About this task
Report every line of the records below that contains the word "Detect".

┌─ Material for the task

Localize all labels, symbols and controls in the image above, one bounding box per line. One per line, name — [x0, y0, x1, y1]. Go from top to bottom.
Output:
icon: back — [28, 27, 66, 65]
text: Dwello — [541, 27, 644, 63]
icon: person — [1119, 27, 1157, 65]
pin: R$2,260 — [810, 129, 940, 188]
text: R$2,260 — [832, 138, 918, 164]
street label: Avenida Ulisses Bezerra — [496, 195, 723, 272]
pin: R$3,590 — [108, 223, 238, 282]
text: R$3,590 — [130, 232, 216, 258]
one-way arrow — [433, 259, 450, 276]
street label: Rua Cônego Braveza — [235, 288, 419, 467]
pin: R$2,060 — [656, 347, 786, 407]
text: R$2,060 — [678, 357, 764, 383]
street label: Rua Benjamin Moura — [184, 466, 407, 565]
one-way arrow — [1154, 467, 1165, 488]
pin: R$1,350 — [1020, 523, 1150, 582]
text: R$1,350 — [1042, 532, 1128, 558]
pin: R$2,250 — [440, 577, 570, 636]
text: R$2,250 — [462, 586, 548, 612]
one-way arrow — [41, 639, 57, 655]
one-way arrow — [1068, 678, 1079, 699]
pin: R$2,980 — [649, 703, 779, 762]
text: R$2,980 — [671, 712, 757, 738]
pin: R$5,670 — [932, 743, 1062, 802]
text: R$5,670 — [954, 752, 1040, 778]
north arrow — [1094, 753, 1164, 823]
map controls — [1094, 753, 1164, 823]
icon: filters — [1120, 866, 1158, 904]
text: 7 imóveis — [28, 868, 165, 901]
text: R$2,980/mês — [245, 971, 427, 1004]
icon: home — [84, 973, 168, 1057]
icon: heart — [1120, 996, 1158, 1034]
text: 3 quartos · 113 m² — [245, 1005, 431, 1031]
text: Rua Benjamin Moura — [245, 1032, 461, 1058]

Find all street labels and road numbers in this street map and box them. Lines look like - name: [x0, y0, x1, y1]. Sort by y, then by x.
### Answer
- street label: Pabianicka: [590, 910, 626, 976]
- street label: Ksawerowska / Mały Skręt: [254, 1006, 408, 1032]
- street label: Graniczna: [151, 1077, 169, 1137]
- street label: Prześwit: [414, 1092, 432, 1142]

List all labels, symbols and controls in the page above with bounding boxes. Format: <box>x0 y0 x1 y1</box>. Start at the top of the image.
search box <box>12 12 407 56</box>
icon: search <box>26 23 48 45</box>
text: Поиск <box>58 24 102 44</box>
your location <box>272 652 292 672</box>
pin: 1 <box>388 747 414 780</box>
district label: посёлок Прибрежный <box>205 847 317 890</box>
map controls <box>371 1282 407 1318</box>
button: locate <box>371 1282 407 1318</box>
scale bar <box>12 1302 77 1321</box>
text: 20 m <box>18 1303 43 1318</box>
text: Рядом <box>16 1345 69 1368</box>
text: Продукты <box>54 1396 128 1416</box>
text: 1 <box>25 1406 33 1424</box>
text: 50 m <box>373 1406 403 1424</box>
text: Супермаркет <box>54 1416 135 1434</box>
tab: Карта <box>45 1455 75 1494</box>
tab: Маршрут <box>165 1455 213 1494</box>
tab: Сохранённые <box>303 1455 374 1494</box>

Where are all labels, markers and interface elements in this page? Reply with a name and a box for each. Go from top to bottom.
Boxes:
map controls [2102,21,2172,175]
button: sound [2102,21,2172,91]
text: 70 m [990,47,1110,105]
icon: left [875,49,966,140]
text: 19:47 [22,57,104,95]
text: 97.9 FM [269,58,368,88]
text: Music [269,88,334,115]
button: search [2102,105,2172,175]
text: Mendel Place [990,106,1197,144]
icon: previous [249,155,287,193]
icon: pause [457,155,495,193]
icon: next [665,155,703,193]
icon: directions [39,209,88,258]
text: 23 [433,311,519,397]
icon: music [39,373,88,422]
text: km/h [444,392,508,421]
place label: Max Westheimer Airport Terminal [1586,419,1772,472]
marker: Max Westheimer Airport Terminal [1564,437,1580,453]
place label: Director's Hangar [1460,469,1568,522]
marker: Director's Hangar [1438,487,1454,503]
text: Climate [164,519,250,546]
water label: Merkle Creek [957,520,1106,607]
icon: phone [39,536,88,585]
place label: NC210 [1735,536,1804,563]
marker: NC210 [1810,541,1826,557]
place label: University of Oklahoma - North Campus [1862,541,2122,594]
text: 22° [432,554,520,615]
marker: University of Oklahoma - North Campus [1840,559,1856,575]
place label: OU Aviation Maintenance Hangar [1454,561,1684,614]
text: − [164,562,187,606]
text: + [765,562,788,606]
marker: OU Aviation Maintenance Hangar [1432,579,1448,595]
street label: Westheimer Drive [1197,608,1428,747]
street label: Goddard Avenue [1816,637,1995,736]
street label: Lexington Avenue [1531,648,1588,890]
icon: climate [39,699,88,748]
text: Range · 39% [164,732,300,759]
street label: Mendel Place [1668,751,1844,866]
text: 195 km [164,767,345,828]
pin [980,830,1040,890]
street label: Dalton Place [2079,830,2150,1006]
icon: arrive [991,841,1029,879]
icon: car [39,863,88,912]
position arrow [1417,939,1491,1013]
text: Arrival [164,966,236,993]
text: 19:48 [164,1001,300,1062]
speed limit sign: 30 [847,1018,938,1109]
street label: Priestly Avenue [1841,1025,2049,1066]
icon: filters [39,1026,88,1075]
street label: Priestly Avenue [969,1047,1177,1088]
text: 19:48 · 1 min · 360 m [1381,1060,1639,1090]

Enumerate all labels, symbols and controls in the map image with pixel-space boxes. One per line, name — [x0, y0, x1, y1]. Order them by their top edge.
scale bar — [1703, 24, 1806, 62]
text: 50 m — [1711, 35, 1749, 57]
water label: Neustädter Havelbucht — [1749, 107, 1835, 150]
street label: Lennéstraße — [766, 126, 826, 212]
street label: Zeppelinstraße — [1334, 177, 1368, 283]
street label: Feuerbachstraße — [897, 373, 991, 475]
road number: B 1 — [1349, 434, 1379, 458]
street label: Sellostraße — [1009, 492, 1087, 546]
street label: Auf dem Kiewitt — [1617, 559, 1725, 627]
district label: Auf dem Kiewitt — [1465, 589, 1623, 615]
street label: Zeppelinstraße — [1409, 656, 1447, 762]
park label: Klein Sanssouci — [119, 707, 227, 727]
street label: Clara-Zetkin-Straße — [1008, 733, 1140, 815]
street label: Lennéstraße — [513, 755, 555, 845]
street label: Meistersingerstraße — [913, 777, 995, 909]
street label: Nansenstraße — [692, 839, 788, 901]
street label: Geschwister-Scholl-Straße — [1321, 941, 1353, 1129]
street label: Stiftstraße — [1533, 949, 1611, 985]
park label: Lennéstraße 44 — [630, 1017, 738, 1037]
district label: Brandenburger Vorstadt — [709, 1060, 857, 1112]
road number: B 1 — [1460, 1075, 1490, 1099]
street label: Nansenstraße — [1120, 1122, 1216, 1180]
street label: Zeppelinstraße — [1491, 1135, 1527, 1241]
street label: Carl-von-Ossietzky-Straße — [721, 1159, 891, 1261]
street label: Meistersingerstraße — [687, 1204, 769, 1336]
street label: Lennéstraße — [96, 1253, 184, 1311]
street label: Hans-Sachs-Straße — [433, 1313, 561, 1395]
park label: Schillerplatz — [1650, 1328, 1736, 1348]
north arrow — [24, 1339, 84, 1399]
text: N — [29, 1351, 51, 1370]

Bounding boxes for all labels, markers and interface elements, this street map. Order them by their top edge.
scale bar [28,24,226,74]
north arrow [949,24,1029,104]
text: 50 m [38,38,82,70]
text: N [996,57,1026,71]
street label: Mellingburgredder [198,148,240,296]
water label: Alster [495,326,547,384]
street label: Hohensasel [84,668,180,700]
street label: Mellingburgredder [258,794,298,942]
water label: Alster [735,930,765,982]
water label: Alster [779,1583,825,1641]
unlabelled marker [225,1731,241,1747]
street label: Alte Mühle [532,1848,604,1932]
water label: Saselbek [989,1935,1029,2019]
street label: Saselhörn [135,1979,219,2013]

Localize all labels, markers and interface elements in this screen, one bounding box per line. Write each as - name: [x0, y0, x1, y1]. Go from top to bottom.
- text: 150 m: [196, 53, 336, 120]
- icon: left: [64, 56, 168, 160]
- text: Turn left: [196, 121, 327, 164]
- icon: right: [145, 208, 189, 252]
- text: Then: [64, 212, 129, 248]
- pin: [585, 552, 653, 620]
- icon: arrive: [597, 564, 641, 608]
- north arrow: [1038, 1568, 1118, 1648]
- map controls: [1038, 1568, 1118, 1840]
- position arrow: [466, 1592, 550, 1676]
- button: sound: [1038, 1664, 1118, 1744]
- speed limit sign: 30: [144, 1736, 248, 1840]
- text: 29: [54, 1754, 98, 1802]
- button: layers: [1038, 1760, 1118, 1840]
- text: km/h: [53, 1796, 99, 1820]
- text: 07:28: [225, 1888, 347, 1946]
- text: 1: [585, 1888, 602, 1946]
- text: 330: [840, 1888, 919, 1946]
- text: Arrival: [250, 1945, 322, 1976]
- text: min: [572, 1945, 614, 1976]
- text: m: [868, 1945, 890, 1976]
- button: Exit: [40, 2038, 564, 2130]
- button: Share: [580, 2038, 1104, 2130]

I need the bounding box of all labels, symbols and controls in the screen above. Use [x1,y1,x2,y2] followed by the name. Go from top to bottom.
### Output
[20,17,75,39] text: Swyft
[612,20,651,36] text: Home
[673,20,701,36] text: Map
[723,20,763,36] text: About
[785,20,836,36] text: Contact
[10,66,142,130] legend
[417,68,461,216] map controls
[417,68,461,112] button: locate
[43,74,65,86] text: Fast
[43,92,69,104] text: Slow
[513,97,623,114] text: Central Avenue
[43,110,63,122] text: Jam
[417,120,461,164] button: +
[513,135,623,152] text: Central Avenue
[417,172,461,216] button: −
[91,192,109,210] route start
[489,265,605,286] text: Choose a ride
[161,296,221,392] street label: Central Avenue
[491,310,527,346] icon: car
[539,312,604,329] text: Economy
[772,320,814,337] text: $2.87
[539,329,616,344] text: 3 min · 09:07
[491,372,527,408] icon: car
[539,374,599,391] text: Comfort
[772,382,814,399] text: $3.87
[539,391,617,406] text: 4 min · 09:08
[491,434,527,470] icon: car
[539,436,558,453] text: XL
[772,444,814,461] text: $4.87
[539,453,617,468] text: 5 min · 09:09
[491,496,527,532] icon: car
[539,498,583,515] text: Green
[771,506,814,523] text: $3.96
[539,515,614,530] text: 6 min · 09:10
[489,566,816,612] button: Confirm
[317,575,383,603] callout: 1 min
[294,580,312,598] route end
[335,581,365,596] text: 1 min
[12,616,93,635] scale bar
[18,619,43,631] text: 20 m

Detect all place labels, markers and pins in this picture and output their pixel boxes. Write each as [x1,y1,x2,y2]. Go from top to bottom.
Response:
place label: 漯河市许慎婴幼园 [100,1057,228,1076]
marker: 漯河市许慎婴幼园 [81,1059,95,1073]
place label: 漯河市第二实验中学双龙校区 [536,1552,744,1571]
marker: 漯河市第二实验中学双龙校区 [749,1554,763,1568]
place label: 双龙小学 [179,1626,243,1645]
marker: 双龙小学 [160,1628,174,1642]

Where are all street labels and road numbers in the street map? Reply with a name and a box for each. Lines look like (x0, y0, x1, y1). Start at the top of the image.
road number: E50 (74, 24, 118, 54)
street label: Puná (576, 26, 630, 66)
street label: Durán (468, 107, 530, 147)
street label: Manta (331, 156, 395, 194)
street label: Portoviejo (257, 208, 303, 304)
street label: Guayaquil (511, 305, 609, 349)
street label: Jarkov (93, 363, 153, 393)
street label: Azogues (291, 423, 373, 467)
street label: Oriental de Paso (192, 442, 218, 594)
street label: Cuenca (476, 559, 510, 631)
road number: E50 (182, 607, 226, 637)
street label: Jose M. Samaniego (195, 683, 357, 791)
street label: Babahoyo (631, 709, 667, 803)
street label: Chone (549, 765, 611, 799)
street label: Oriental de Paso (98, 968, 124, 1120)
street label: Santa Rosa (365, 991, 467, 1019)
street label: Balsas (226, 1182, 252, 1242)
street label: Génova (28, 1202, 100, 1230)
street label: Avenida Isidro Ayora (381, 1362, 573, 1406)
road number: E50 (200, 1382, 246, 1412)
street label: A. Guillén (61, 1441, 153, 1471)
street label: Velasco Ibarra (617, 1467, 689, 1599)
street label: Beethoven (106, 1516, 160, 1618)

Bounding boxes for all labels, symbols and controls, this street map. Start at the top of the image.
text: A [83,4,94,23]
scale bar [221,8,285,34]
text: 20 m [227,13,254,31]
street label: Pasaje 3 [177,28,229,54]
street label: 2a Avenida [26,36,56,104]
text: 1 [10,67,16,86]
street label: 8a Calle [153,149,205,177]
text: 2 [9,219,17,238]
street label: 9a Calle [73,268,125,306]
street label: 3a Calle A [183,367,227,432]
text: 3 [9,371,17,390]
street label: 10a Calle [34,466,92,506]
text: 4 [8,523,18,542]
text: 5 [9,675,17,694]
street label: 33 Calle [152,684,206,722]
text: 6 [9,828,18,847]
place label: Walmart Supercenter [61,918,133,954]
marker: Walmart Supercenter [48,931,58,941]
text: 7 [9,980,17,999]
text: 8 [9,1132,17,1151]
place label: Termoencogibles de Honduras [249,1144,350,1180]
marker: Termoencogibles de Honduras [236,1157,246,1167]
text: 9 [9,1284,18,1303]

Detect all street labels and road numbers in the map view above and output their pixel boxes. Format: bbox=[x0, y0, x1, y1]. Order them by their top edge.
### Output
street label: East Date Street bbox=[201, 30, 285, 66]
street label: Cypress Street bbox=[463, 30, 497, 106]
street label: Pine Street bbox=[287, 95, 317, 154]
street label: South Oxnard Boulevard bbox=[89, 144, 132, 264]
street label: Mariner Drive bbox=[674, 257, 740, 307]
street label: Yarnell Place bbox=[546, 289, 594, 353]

└─

Result of the exercise
Detect all place labels, markers and pins in this picture and output their pixel boxes. Write each as [x1,y1,x2,y2]. Go from top to bottom.
Detect all street labels and road numbers in the map view above and output their pixel boxes. Format: bbox=[x0, y0, x1, y1]. Order them by their top edge.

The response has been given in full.